Adjusting to life in Bangalore is easy. Many speak English and tasty food is available on every street corner. Several great groups of people invited me to work with them, bringing meaning to my days in India from the moment I arrived. I stay with wonderful friends who double as great hosts. I go to sleep every night having learnt at least three new things.
Buildings, infrastructure and transportation
Buildings shoot from the ground everywhere, although access to a proper home is unevenly distributed. The picture below shows a tent community in front of a newly erected building.
Bangalore’s streets are surprisingly clean, but waste’s final destination may be nearer than you think. I was surprised to discover this garden with integrated garbage dump one morning as I woke up to watch the sun rise from my roof terrace in Indira Nagar.

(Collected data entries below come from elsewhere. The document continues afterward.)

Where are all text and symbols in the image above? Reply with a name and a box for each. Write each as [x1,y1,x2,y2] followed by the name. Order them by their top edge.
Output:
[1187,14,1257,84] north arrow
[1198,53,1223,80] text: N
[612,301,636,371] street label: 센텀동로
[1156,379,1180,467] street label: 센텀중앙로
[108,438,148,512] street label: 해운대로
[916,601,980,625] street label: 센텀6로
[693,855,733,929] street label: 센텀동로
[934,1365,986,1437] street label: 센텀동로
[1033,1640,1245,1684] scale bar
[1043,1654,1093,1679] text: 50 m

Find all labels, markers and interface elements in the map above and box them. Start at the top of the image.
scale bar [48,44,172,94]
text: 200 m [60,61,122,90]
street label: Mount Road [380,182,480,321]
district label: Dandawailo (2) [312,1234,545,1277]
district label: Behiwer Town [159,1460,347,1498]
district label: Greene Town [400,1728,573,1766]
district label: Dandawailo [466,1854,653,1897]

Transport in Bangalore is hectic. The first days I traveled by riksha (called “autos”, I actually drove one an auto last Sunday evening), but I quickly decided to test the public bus system. Boarding the bus on my first ride, I was surprised to see only women sitting! When I turned my head to look towards the rear of the bus, I realized that all men were sitting in the back. This is an unspoken rule I’ve observed on buses since, so that women have a place to sit. I wonder how it was first implemented.

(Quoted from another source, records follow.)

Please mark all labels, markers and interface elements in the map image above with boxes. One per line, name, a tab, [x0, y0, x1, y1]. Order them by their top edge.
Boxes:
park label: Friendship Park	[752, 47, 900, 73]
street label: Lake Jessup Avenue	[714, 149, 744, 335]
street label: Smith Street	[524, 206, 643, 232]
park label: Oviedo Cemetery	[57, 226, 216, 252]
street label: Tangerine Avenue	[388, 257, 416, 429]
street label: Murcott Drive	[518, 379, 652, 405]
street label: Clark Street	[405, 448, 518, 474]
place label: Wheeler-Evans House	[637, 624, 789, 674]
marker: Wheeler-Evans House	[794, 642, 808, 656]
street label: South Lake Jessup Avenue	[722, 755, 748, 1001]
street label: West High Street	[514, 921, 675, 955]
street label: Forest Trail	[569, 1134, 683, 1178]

Providing access to electricity to the poor
On Wednesday and Sunday I went out into Bangalore’s tent-communities (slums) with the wonderful fellows and interns of Pollinate Energy. Pollinate provides access to electricity to people who do not have access to the grid. They do this by recruiting entrepreneurial twenty-year-olds from local urban communities – called Pollinators – to sell products that people want: solar panels, lights integrated with mobile-phone chargers, cookstoves and possibly soon modular homes; tablets and low-voltage TVs.
I quickly learned that it is essential to work with local entrepreneurs if you are to sell products. When I enter a community – a European with blonde hair and white skin who speaks not a word of Kannada – it stirs up many reactions, yet these do not necessarily lead to an interest in the service we are trying to provide. The real value is created by someone the community can trust – a boy like Madu in the picture below, who gently explains the benefits of not using kerosene. What is important is that the community can trust the storyteller.
I also learned that people’s dis-interest in an electricity-providing product can have many more reasons than poor product design. In two days, I have heard people explain that they fear that the solar panel will be stolen; that neighbors will destroy the solar lantern; or that they simply do not want to be the first of their friends to buy the product.
A little running
After Wednesday’s visit to the slum, Monique and Jamie from Pollinate invited me to participate in Bangalore’s midnight marathon run – the 10km version, not the original Greek length – on Saturday night. Dressed up as light-emitting bees (yellow shirts, black tights, LED-light strapped to our chest) more than twenty of completed the track in Whitefields – cheering and screaming to one another as we passed.
I spent the last two days with Infosys’ Green Initiatives team. Under the leadership of Rohan Parikh, this group of 15 very competent engineers are committed to realizing the world’s most energy-efficient buildings. Since 2008 the team has reduced energy consumption in new buildings by almost 50%. My goal is to work with part of the team to realize a bold project in the next five weeks.